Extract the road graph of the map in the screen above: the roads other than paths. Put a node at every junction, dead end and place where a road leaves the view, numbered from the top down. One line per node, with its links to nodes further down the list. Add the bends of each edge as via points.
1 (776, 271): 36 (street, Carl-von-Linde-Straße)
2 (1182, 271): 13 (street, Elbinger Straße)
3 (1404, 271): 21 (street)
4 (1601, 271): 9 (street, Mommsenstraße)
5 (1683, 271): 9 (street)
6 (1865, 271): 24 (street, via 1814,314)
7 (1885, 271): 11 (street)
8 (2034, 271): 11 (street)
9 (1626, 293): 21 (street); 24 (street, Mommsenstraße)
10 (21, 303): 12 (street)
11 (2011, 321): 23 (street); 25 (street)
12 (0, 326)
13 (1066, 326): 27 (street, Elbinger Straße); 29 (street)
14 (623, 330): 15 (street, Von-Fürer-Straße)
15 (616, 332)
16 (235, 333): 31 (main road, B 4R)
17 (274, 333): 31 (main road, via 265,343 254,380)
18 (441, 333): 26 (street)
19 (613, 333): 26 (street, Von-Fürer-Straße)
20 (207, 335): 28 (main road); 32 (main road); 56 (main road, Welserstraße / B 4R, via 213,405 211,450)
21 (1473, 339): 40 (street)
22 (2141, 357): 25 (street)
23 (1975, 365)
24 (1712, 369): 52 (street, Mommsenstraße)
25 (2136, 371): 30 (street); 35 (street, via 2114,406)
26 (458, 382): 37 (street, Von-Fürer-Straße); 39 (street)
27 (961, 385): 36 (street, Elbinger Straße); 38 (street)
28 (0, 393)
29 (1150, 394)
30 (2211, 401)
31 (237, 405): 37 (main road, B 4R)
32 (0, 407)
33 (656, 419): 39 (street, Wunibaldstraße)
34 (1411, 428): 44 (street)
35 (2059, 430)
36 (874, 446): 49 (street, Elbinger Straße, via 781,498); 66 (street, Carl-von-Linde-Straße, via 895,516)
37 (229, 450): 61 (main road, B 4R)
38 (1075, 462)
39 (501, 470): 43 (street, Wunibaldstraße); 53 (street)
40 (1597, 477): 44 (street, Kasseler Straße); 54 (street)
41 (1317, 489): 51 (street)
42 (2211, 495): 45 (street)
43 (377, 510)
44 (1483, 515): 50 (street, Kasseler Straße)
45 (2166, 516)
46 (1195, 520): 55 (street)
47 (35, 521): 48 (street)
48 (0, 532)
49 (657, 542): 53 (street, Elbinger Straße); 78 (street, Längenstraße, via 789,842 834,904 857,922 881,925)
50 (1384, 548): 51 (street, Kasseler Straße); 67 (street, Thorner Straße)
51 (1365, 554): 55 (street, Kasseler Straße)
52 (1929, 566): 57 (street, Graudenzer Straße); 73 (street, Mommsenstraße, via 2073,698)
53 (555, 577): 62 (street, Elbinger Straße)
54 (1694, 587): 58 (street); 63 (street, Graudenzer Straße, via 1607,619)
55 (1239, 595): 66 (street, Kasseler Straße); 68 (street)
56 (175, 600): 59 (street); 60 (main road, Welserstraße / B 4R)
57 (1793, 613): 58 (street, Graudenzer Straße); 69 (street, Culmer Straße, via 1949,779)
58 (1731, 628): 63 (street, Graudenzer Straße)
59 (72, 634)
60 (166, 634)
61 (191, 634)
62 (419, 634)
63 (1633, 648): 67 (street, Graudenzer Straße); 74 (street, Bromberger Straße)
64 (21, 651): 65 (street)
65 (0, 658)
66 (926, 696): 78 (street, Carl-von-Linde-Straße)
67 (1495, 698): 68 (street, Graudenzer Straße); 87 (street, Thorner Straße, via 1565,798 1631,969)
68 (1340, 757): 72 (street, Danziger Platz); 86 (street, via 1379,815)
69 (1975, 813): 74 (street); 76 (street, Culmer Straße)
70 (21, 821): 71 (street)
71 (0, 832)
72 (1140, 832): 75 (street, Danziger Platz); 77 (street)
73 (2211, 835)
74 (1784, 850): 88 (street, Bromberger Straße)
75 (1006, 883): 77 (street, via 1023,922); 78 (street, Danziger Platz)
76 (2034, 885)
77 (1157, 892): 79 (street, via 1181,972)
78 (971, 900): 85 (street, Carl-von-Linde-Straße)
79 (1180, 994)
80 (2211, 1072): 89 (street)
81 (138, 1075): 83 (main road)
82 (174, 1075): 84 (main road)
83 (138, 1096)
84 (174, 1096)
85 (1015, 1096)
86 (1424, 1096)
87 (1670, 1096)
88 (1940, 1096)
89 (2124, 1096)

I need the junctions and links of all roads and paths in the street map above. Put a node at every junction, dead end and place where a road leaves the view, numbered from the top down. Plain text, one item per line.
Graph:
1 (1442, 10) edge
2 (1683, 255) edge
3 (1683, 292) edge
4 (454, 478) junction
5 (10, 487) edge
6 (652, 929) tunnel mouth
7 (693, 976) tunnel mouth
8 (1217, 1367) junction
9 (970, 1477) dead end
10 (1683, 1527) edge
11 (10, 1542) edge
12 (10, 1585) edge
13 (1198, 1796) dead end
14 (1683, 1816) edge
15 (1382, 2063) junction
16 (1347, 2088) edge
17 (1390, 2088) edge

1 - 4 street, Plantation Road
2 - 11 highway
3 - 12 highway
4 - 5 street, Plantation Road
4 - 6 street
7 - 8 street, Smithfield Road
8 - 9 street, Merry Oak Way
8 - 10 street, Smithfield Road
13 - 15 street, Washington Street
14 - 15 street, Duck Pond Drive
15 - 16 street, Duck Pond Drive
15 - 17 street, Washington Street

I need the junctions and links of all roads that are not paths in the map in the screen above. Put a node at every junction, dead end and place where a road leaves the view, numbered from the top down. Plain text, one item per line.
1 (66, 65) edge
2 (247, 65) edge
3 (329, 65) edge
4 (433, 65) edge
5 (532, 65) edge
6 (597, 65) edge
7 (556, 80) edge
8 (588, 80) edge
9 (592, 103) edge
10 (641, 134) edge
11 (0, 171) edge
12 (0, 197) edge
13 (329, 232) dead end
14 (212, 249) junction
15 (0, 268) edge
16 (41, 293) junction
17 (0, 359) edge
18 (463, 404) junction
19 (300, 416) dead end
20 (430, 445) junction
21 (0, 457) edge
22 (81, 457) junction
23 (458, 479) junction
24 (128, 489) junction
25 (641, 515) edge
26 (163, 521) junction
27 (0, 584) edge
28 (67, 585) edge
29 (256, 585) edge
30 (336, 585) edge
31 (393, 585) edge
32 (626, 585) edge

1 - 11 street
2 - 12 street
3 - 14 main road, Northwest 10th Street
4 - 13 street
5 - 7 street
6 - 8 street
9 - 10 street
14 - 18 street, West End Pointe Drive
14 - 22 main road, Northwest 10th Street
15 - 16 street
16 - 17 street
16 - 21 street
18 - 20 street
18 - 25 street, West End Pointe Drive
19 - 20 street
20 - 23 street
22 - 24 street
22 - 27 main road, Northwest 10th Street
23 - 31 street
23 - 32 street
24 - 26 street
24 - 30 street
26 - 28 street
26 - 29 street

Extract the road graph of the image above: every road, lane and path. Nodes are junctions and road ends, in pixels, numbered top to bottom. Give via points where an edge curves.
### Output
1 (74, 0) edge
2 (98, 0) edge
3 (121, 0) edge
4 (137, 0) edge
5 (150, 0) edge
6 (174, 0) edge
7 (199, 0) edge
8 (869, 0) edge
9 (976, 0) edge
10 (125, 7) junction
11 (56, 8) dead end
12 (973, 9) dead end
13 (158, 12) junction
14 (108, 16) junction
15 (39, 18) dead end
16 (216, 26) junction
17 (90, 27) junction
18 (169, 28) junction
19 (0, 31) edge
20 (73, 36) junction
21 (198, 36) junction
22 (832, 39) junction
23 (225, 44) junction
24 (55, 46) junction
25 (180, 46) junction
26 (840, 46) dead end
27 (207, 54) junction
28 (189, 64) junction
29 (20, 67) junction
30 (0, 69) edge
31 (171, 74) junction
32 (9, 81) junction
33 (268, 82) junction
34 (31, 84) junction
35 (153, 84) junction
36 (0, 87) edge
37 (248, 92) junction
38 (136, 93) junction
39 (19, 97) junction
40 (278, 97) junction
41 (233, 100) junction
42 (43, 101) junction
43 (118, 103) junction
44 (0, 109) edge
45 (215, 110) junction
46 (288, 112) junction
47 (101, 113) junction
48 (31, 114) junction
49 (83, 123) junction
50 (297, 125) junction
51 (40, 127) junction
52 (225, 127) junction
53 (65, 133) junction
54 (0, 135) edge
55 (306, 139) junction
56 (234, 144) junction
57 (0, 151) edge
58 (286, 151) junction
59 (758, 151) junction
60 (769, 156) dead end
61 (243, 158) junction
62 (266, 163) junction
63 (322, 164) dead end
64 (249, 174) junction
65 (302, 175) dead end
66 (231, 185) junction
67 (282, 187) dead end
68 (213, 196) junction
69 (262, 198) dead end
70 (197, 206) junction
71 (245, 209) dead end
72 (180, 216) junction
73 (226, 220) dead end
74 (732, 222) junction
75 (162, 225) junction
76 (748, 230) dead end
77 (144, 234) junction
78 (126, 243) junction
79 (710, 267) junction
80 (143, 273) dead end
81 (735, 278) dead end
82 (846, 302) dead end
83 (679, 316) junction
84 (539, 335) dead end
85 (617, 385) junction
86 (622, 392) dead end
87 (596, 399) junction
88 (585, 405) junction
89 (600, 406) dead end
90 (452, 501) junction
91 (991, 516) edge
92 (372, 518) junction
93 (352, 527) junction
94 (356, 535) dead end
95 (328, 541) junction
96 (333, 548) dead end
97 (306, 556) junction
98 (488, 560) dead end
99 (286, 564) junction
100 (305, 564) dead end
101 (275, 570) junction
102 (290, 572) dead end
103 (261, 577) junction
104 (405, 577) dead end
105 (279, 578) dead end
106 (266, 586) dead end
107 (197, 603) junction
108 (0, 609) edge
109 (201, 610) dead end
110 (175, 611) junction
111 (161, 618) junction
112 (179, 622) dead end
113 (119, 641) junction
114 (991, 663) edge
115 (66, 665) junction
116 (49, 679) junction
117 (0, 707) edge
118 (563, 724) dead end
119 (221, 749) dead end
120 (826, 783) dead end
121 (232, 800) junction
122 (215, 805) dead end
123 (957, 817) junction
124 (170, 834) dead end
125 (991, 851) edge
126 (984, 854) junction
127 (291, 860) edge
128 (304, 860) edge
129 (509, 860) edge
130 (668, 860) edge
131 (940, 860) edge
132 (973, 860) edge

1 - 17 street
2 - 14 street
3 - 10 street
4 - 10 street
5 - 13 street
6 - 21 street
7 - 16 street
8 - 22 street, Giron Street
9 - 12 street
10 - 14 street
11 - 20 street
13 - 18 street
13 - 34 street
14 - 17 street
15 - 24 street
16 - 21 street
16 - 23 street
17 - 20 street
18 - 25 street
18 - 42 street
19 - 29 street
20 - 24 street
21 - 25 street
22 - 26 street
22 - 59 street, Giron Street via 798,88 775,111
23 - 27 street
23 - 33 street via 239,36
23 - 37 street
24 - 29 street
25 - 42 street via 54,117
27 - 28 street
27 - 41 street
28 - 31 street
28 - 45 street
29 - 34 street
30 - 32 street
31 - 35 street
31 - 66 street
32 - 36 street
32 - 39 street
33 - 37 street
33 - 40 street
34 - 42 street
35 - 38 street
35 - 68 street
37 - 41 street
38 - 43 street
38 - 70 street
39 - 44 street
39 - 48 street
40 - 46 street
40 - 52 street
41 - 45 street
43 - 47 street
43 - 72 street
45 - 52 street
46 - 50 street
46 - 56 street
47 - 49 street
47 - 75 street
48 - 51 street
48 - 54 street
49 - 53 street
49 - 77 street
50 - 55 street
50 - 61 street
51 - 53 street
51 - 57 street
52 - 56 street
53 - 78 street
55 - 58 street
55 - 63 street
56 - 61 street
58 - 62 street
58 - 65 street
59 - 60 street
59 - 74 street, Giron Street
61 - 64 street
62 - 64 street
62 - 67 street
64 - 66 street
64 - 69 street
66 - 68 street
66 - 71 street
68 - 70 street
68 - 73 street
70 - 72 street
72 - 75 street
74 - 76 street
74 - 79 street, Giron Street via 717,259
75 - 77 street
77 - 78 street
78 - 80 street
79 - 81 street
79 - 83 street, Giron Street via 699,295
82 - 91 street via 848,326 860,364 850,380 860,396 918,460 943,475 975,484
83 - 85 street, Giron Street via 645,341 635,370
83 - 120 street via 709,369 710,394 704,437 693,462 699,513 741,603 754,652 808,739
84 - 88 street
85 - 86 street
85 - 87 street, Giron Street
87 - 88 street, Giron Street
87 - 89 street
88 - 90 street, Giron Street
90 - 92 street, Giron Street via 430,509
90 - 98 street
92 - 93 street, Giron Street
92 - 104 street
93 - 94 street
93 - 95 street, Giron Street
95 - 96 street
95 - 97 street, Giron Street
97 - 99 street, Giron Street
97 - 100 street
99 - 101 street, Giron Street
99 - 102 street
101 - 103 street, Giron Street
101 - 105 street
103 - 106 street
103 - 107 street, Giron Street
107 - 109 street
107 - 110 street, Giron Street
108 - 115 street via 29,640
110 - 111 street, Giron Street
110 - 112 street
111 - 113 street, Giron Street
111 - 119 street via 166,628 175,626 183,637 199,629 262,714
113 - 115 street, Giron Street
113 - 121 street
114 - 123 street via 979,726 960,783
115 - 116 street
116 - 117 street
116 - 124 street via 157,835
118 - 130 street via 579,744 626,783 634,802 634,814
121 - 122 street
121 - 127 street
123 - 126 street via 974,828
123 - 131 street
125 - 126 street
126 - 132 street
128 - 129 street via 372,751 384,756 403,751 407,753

● Work to be completed:
Return only the number of lines above that include the word "Fürer".

● Task answer:
3